Winter and Gray have been working to craft a bill that would bring paid leave benefits to workers across industries and income brackets. But it’s been immensely difficult, they’ve said, to achieve that goal while also satisfying the long list of concerns from well-funded and politically connected business groups — not to mention the governor, whose fingerprints are all over the latest bill draft.

“Ultimately, we tried to thread a needle that was impossible to thread, to bring people together that had various red lines, and ultimately we couldn’t get a bill across the threshold that protected our most vulnerable workers and could pass,” Winter said.

Later in the day she added, by text message: “Needles are really hard to thread we are going to continue to try and thread the needle.”

This bill was a top priority for Democrats entering this session, just as it was in 2019. Asked if it’s now effectively dead, Winter said, “I don’t know. I always want to keep trying. I don’t know what that looks like going forward.”

The matter could be settled at the ballot instead of in the Capitol. Anticipating that the bill might either get watered down or entirely destroyed, progressive advocates in January announced plans to try to put a paid family leave program onto Colorado 2020 ballot. They said they’ve got significant financial backing.

If such a measure does land on Colorado’s ballot, it’s a near-certainty that business groups will put significant money into defeating it. A failed bill this session followed by a failed ballot measure would be such a profound setback, some proponents fear, that it could all but kill any chance of a paid family leave program starting here in the near future.

That’s a scary proposition for those troubled by the fact that a majority of Colorado workers do not enjoy a paid family and medical leave benefit.
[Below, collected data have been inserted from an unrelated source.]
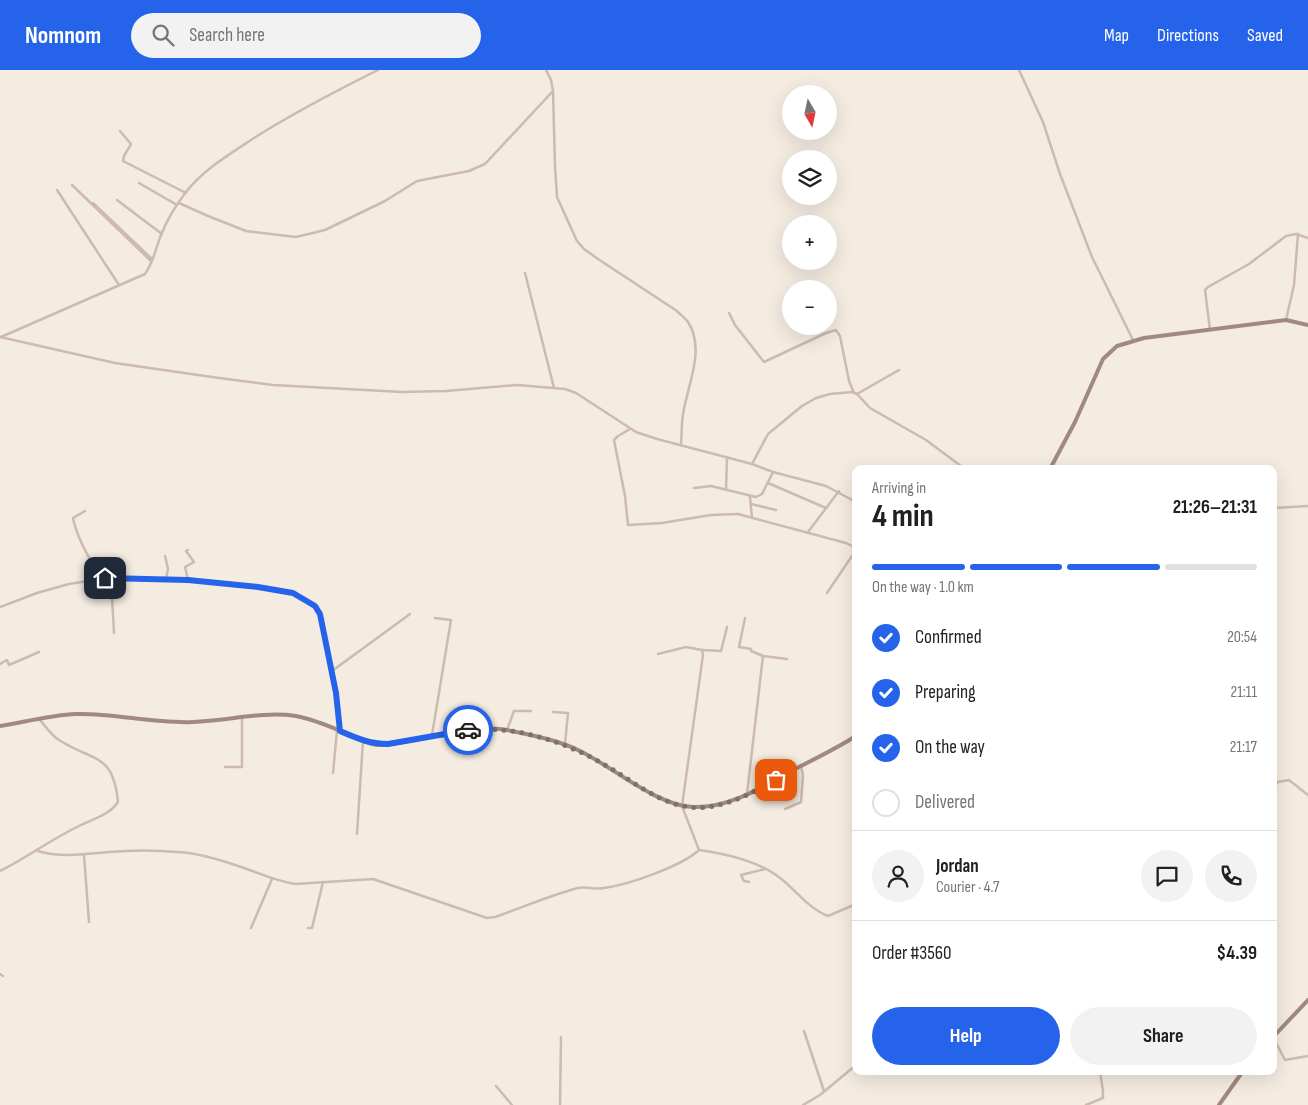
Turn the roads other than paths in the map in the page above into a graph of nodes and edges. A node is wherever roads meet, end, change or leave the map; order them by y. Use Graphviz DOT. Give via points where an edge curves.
graph roads {
  1 [pos="378,70"];
  2 [pos="546,70"];
  3 [pos="1020,70"];
  4 [pos="554,91"];
  5 [pos="120,131"];
  6 [pos="140,183"];
  7 [pos="72,185"];
  8 [pos="57,190"];
  9 [pos="186,193"];
  10 [pos="117,200"];
  11 [pos="93,203"];
  12 [pos="178,204"];
  13 [pos="162,234"];
  14 [pos="1298,234"];
  15 [pos="1308,238"];
  16 [pos="151,260"];
  17 [pos="525,273"];
  18 [pos="119,285"];
  19 [pos="729,313"];
  20 [pos="1286,320"];
  21 [pos="1308,324"];
  22 [pos="1210,330"];
  23 [pos="0,337"];
  24 [pos="1133,340"];
  25 [pos="899,370"];
  26 [pos="554,388"];
  27 [pos="856,393"];
  28 [pos="631,429"];
  29 [pos="681,444"];
  30 [pos="727,457"];
  31 [pos="752,464"];
  32 [pos="959,465"];
  33 [pos="1052,465"];
  34 [pos="773,472"];
  35 [pos="768,483"];
  36 [pos="694,488"];
  37 [pos="726,490"];
  38 [pos="839,491"];
  39 [pos="750,497"];
  40 [pos="852,499"];
  41 [pos="751,504"];
  42 [pos="1308,506"];
  43 [pos="826,508"];
  44 [pos="1277,508"];
  45 [pos="776,510"];
  46 [pos="85,512"];
  47 [pos="752,518"];
  48 [pos="808,533"];
  49 [pos="852,546"];
  50 [pos="188,550"];
  51 [pos="852,555"];
  52 [pos="165,556"];
  53 [pos="111,578"];
  54 [pos="100,579"];
  55 [pos="166,579"];
  56 [pos="188,580"];
  57 [pos="828,593"];
  58 [pos="0,607"];
  59 [pos="410,614"];
  60 [pos="435,618"];
  61 [pos="745,618"];
  62 [pos="727,627"];
  63 [pos="114,633"];
  64 [pos="702,650"];
  65 [pos="39,652"];
  66 [pos="658,654"];
  67 [pos="763,656"];
  68 [pos="788,659"];
  69 [pos="0,664"];
  70 [pos="332,671"];
  71 [pos="531,711"];
  72 [pos="553,712"];
  73 [pos="242,716"];
  74 [pos="40,720"];
  75 [pos="0,726"];
  76 [pos="339,730"];
  77 [pos="508,730"];
  78 [pos="432,737"];
  79 [pos="852,738"];
  80 [pos="363,741"];
  81 [pos="566,744"];
  82 [pos="801,766"];
  83 [pos="225,767"];
  84 [pos="333,772"];
  85 [pos="1277,783"];
  86 [pos="747,795"];
  87 [pos="1308,795"];
  88 [pos="682,806"];
  89 [pos="785,809"];
  90 [pos="357,834"];
  91 [pos="38,850"];
  92 [pos="699,850"];
  93 [pos="84,855"];
  94 [pos="766,869"];
  95 [pos="0,870"];
  96 [pos="272,879"];
  97 [pos="323,882"];
  98 [pos="749,882"];
  99 [pos="852,906"];
  100 [pos="89,922"];
  101 [pos="251,928"];
  102 [pos="308,928"];
  103 [pos="1308,1000"];
  104 [pos="804,1031"];
  105 [pos="1277,1035"];
  106 [pos="560,1037"];
  107 [pos="1277,1044"];
  108 [pos="1308,1056"];
  109 [pos="852,1068"];
  110 [pos="1101,1075"];
  111 [pos="1240,1075"];
  112 [pos="496,1086"];
  113 [pos="824,1092"];
  114 [pos="512,1105"];
  115 [pos="560,1105"];
  116 [pos="803,1105"];
  117 [pos="1086,1105"];
  118 [pos="1220,1105"];
  1 -- 9 [label="street" via="289,116 230,152"];
  2 -- 4 [label="street"];
  3 -- 24 [label="street" via="1043,122 1092,257"];
  4 -- 12 [label="street" via="485,164 469,171 417,181 385,201 325,230 296,237 246,231"];
  4 -- 29 [label="street" via="558,198 577,241 598,259 677,311 688,321 694,333 694,359"];
  5 -- 9 [label="street" via="131,144 123,162"];
  6 -- 12 [label="street"];
  7 -- 16 [label="street"];
  8 -- 18 [label="street"];
  9 -- 12 [label="street"];
  10 -- 13 [label="street"];
  11 -- 16 [label="street"];
  12 -- 13 [label="street"];
  13 -- 16 [label="street"];
  14 -- 15 [label="street"];
  14 -- 20 [label="street" via="1294,285"];
  14 -- 22 [label="street" via="1280,240 1249,264 1205,290"];
  16 -- 18 [label="street" via="145,274"];
  17 -- 26 [label="street"];
  18 -- 23 [label="street"];
  19 -- 27 [label="street" via="764,362 836,330 849,381"];
  20 -- 21 [label="street"];
  20 -- 22 [label="street"];
  22 -- 24 [label="street"];
  23 -- 26 [label="street" via="115,363 274,385 419,392 517,385"];
  24 -- 33 [label="street" via="1117,346 1103,359"];
  25 -- 27 [label="street"];
  26 -- 28 [label="street" via="576,393"];
  27 -- 31 [label="street" via="830,394 802,406 768,434"];
  27 -- 32 [label="street" via="870,408 926,440"];
  28 -- 29 [label="street"];
  28 -- 47 [label="street" via="614,440 628,525 725,514"];
  29 -- 30 [label="street"];
  30 -- 31 [label="street"];
  30 -- 37 [label="street"];
  31 -- 34 [label="street"];
  34 -- 35 [label="street"];
  34 -- 38 [label="street"];
  35 -- 39 [label="street" via="759,496"];
  35 -- 43 [label="street"];
  36 -- 37 [label="street" via="711,486"];
  37 -- 39 [label="street"];
  38 -- 40 [label="street"];
  38 -- 43 [label="street"];
  39 -- 41 [label="street"];
  41 -- 45 [label="street"];
  41 -- 47 [label="street"];
  42 -- 44 [label="street"];
  43 -- 48 [label="street"];
  46 -- 54 [label="street" via="73,518 74,523"];
  47 -- 48 [label="street"];
  48 -- 49 [label="street"];
  50 -- 56 [label="street" via="194,562 185,567"];
  51 -- 57 [label="street"];
  52 -- 55 [label="street"];
  53 -- 54 [label="street"];
  53 -- 55 [label="street"];
  53 -- 63 [label="street"];
  54 -- 58 [label="street" via="37,593"];
  55 -- 56 [label="street"];
  56 -- 70 [label="street" via="293,593 315,606 324,624"];
  59 -- 70 [label="street"];
  60 -- 78 [label="street" via="451,620"];
  61 -- 67 [label="street" via="739,647"];
  62 -- 64 [label="street" via="721,651"];
  64 -- 66 [label="street" via="686,647"];
  64 -- 88 [label="street"];
  65 -- 69 [label="street" via="9,665 7,660"];
  67 -- 68 [label="street"];
  67 -- 86 [label="street"];
  70 -- 76 [label="street"];
  71 -- 77 [label="street" via="514,711"];
  72 -- 81 [label="street" via="568,713"];
  73 -- 74 [label="street" via="162,722 76,714"];
  73 -- 76 [label="street" via="299,717"];
  73 -- 83 [label="street" via="242,767"];
  74 -- 75 [label="street"];
  74 -- 91 [label="street" via="58,739 102,761 110,769 118,802 106,813"];
  76 -- 80 [label="street"];
  76 -- 84 [label="street"];
  77 -- 78 [label="street" via="485,728"];
  77 -- 81 [label="street"];
  78 -- 80 [label="street" via="388,744"];
  79 -- 82 [label="street"];
  80 -- 90 [label="street"];
  81 -- 88 [label="street" via="650,792"];
  82 -- 86 [label="street"];
  82 -- 89 [label="street" via="801,802"];
  85 -- 87 [label="street" via="1288,780"];
  86 -- 88 [label="street" via="721,805"];
  88 -- 92 [label="street"];
  91 -- 93 [label="street" via="60,855"];
  91 -- 95 [label="street"];
  92 -- 94 [label="street" via="734,857"];
  92 -- 97 [label="street" via="674,865 623,884 597,889 580,888 487,918 373,879"];
  93 -- 96 [label="street" via="120,851 193,854 240,866"];
  93 -- 100 [label="street"];
  94 -- 98 [label="street" via="741,875 744,881"];
  94 -- 99 [label="street" via="822,914 828,916"];
  96 -- 97 [label="street" via="295,884"];
  96 -- 101 [label="street"];
  97 -- 102 [label="street" via="312,928"];
  103 -- 105 [label="street"];
  104 -- 113 [label="street"];
  106 -- 115 [label="street"];
  107 -- 108 [label="street" via="1285,1060"];
  109 -- 113 [label="street"];
  110 -- 117 [label="street" via="1103,1098"];
  111 -- 118 [label="street"];
  112 -- 114 [label="street"];
  113 -- 116 [label="street"];
}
The latest proposal from the remaining sponsors would have ensured most workers get that benefit — but, some advocates say, “most” isn’t good enough.

A primary concern among progressives involved with this bill is that its sponsors are no longer proposing a state-run social insurance program to provide the leave. The original plan was to have employees and employers pay into this program, and to have the benefits distributed out of it.

They’re especially troubled that the bill, as written, would leave out some immigrants and seasonal workers, and that even those who are eligible might be denied coverage, or discriminated against.

The latest proposal, a compromise that reflects the interests of business groups and the governor’s office, would still require employers to provide paid family leave to most of their workers, but it would give employers the option to do this through a private insurance plan. A task force convened by the legislature to study how to deliver family leave to Colorado workers specifically recommended against this model, and the serious consideration it’s now getting is evidently very worrisome to progressive advocates.

“As a small business owner and a fiscal conservative, I am deeply disappointed that the governor and the bill sponsors are ignoring the recommendation of the FAMLI task force,” said Edwin Zoe, a business owner and board member for the progressive business association Good Business Colorado board member, in a press release issued last week.

Zoe continued: “We need a real solution to a lack of paid leave. This new proposal bows down to the insurance lobby as they take money off the table that belongs to Coloradans facing hardship.”

Winter and Gray don’t disagree that there’s real risk in bringing the private insurance industry — and the profit motives central to their business — into the fold. But for more than a year a deluge of lobbyists, plus the governor and some lawmakers, have been working hard to defeat the social insurance program that the sponsors and their advocates have long preferred.

In an interview Feb. 4, Winter told The Post that she knew the new proposal could alienate her progressive backers.